◆ WHAT IS NEEDED ◆
From the records below, return every line containing the word "NAPOLI".

◆ EXTRACTED RECORDS ◆
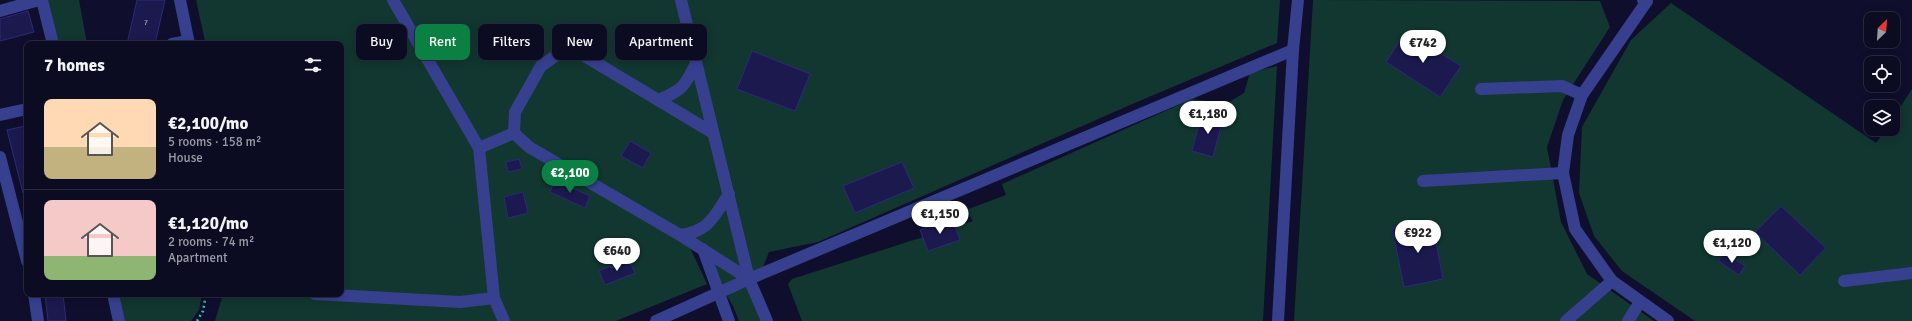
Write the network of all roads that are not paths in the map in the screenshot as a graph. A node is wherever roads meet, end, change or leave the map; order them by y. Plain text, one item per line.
1 (39, 0) edge
2 (42, 0) edge
3 (180, 0) edge
4 (393, 0) edge
5 (681, 0) edge
6 (1298, 0) edge
7 (1644, 0) edge
8 (0, 12) edge
9 (52, 41) edge
10 (188, 41) edge
11 (1293, 50) junction
12 (696, 63) junction
13 (1481, 90) dead end
14 (1582, 95) junction
15 (658, 100) junction
16 (24, 110) edge
17 (0, 115) edge
18 (514, 133) junction
19 (713, 133) junction
20 (479, 148) junction
21 (0, 157) edge
22 (1563, 173) junction
23 (1423, 181) dead end
24 (729, 194) junction
25 (680, 236) junction
26 (24, 249) edge
27 (703, 249) junction
28 (1912, 273) edge
29 (749, 279) junction
30 (1612, 281) junction
31 (1844, 281) dead end
32 (717, 294) junction
33 (344, 296) edge
34 (34, 297) edge
35 (114, 297) edge
36 (494, 298) junction
37 (1640, 302) junction
38 (38, 321) edge
39 (119, 321) edge
40 (504, 321) edge
41 (656, 321) edge
42 (728, 321) edge
43 (767, 321) edge
44 (1278, 321) edge
45 (1566, 321) edge
46 (1628, 321) edge
47 (1668, 321) edge

1 - 8 street
2 - 9 street
3 - 10 street
4 - 20 street
5 - 12 street
6 - 11 street
7 - 14 street
11 - 29 street
11 - 44 street
12 - 15 street
12 - 19 street
13 - 14 street
14 - 22 street
15 - 18 street
15 - 19 street
16 - 17 street
18 - 20 street
18 - 25 street
19 - 24 street
20 - 36 street
21 - 26 street
22 - 23 street
22 - 30 street
24 - 25 street
24 - 29 street
25 - 27 street
27 - 29 street
27 - 32 street
28 - 31 street
29 - 32 street
29 - 43 street
30 - 37 street
30 - 45 street
32 - 41 street
32 - 42 street
33 - 36 street
34 - 38 street
35 - 39 street
36 - 40 street
37 - 46 street
37 - 47 street

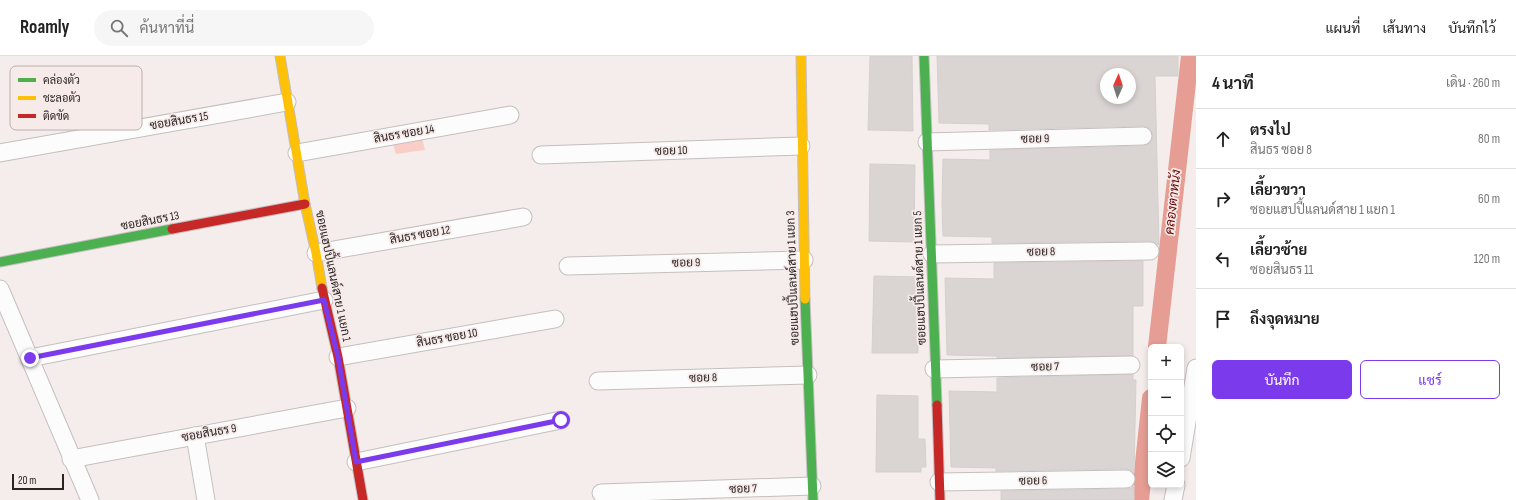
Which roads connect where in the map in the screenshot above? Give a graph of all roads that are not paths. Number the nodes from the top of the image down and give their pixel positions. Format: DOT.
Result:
graph roads {
  1 [pos="280,56"];
  2 [pos="801,56"];
  3 [pos="924,56"];
  4 [pos="287,102"];
  5 [pos="510,115"];
  6 [pos="142,128"];
  7 [pos="129,130"];
  8 [pos="1143,136"];
  9 [pos="927,142"];
  10 [pos="801,146"];
  11 [pos="0,153"];
  12 [pos="297,153"];
  13 [pos="541,155"];
  14 [pos="305,204"];
  15 [pos="523,216"];
  16 [pos="1150,250"];
  17 [pos="316,253"];
  18 [pos="932,254"];
  19 [pos="804,260"];
  20 [pos="0,262"];
  21 [pos="568,266"];
  22 [pos="0,289"];
  23 [pos="324,300"];
  24 [pos="555,319"];
  25 [pos="338,357"];
  26 [pos="30,358"];
  27 [pos="1131,365"];
  28 [pos="1196,368"];
  29 [pos="934,369"];
  30 [pos="808,374"];
  31 [pos="598,381"];
  32 [pos="347,408"];
  33 [pos="561,420"];
  34 [pos="1192,428"];
  35 [pos="195,436"];
  36 [pos="1183,452"];
  37 [pos="71,459"];
  38 [pos="356,462"];
  39 [pos="1126,479"];
  40 [pos="939,482"];
  41 [pos="1175,488"];
  42 [pos="601,493"];
  43 [pos="813,493"];
  44 [pos="90,500"];
  45 [pos="206,500"];
  46 [pos="362,500"];
  47 [pos="940,500"];
  48 [pos="1173,500"];
  1 -- 4 [label="street, ซอยแฮปปี้แลนด์สาย 1 แยก 1"];
  2 -- 10 [label="street, ซอยแฮปปี้แลนด์สาย 1 แยก 3"];
  3 -- 9 [label="street, ซอยแฮปปี้แลนด์สาย 1 แยก 5"];
  4 -- 6 [label="street, ซอยสินธร 15"];
  4 -- 12 [label="street, ซอยแฮปปี้แลนด์สาย 1 แยก 1"];
  5 -- 12 [label="street, สินธร ซอย 14"];
  7 -- 11 [label="street, ซอยสินธร 15"];
  8 -- 9 [label="street, ซอย 9"];
  9 -- 18 [label="street, ซอยแฮปปี้แลนด์สาย 1 แยก 5"];
  10 -- 13 [label="street, ซอย 10"];
  10 -- 19 [label="street, ซอยแฮปปี้แลนด์สาย 1 แยก 3"];
  12 -- 14 [label="street, ซอยแฮปปี้แลนด์สาย 1 แยก 1"];
  14 -- 17 [label="street, ซอยแฮปปี้แลนด์สาย 1 แยก 1"];
  14 -- 20 [label="street, ซอยสินธร 13"];
  15 -- 17 [label="street, สินธร ซอย 12"];
  16 -- 18 [label="street, ซอย 8"];
  17 -- 23 [label="street, ซอยแฮปปี้แลนด์สาย 1 แยก 1"];
  18 -- 29 [label="street, ซอยแฮปปี้แลนด์สาย 1 แยก 5"];
  19 -- 21 [label="street, ซอย 9"];
  19 -- 30 [label="street, ซอยแฮปปี้แลนด์สาย 1 แยก 3"];
  22 -- 26 [label="street"];
  23 -- 25 [label="street, ซอยแฮปปี้แลนด์สาย 1 แยก 1"];
  23 -- 26 [label="street"];
  24 -- 25 [label="street, สินธร ซอย 10"];
  25 -- 32 [label="street, ซอยแฮปปี้แลนด์สาย 1 แยก 1"];
  26 -- 37 [label="street"];
  27 -- 29 [label="street, ซอย 7"];
  28 -- 34 [label="street"];
  29 -- 40 [label="street, ซอยแฮปปี้แลนด์สาย 1 แยก 5"];
  30 -- 31 [label="street, ซอย 8"];
  30 -- 43 [label="street, ซอยแฮปปี้แลนด์สาย 1 แยก 3"];
  32 -- 35 [label="street, ซอยสินธร 9"];
  32 -- 38 [label="street, ซอยแฮปปี้แลนด์สาย 1 แยก 1"];
  33 -- 38 [label="street"];
  34 -- 36 [label="street"];
  35 -- 37 [label="street, ซอยสินธร 9"];
  35 -- 45 [label="street"];
  37 -- 44 [label="street"];
  38 -- 46 [label="street, ซอยแฮปปี้แลนด์สาย 1 แยก 1"];
  39 -- 40 [label="street, ซอย 6"];
  40 -- 47 [label="street, ซอยแฮปปี้แลนด์สาย 1 แยก 5"];
  41 -- 48 [label="street"];
  42 -- 43 [label="street, ซอย 7"];
}
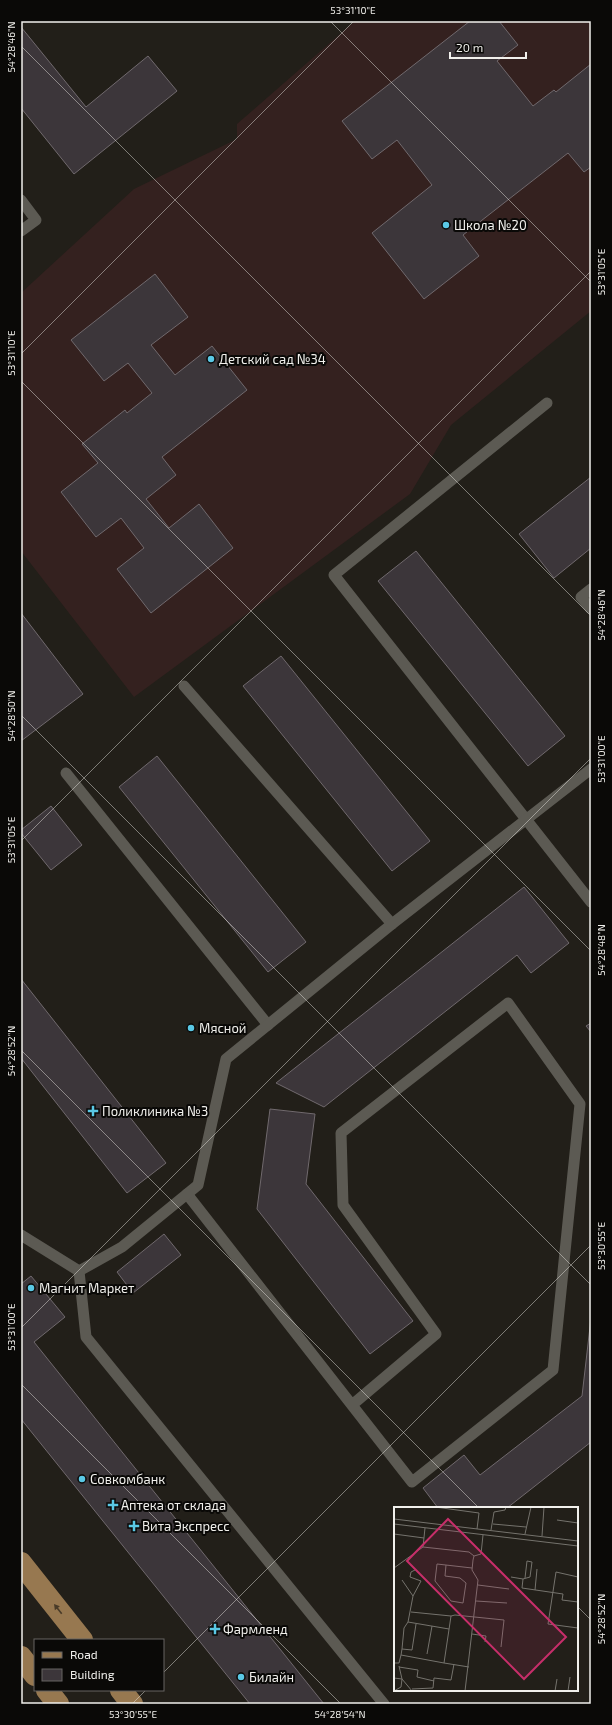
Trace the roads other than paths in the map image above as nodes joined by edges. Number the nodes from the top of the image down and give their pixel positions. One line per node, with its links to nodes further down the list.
1 (21, 200): 2 (lane)
2 (21, 231)
3 (547, 403): 9 (lane)
4 (591, 589): 5 (lane)
5 (591, 609)
6 (184, 686): 11 (lane)
7 (591, 769): 9 (lane)
8 (66, 773): 12 (lane)
9 (526, 820): 10 (lane); 11 (lane)
10 (591, 902)
11 (392, 924): 12 (lane)
12 (268, 1025): 13 (lane)
13 (187, 1194): 15 (lane); 16 (lane)
14 (21, 1235): 15 (lane)
15 (79, 1271): 25 (lane)
16 (352, 1405): 16 (lane)
17 (21, 1563): 18 (main road, one-way to 17)
18 (81, 1639)
19 (21, 1658): 20 (main road)
20 (34, 1674)
21 (48, 1691): 23 (main road)
22 (122, 1691): 24 (main road)
23 (58, 1704)
24 (132, 1704)
25 (384, 1704)

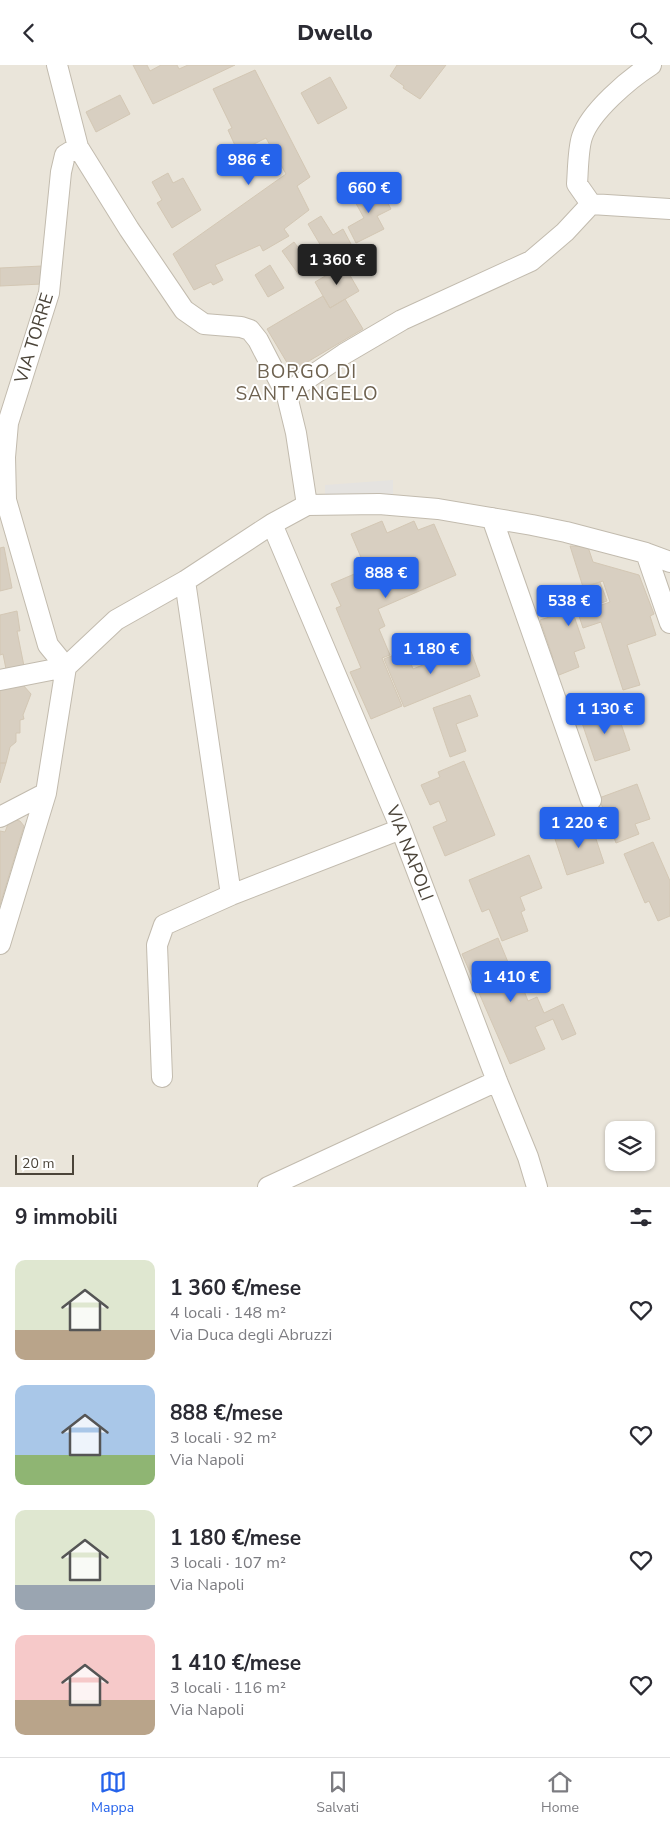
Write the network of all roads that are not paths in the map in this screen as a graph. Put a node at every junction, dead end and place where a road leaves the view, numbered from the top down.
1 (57, 65) edge
2 (651, 65) edge
3 (78, 147) junction
4 (592, 204) junction
5 (670, 209) edge
6 (287, 396) junction
7 (307, 505) junction
8 (492, 518) junction
9 (272, 524) junction
10 (646, 553) junction
11 (670, 562) edge
12 (185, 581) junction
13 (670, 623) edge
14 (66, 667) junction
15 (0, 680) edge
16 (46, 793) junction
17 (591, 800) dead end
18 (0, 817) edge
19 (401, 829) junction
20 (231, 895) junction
21 (0, 944) edge
22 (162, 1077) dead end
23 (497, 1081) junction
24 (268, 1187) edge
25 (537, 1187) edge

1 - 3 street
2 - 4 street
3 - 6 street
3 - 14 street, VIA TORRE
4 - 5 street
4 - 6 street
6 - 7 street
7 - 8 street
7 - 9 street
8 - 10 street
8 - 17 street
9 - 12 street
9 - 19 street, VIA NAPOLI
10 - 11 street
10 - 13 street
12 - 14 street
12 - 20 street
14 - 15 street
14 - 16 street
16 - 18 street
16 - 21 street
19 - 20 street
19 - 23 street, VIA NAPOLI
20 - 22 street
23 - 24 street
23 - 25 street, VIA NAPOLI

◆ EXERCISE SOLUTION ◆
9 - 19 street, VIA NAPOLI
19 - 23 street, VIA NAPOLI
23 - 25 street, VIA NAPOLI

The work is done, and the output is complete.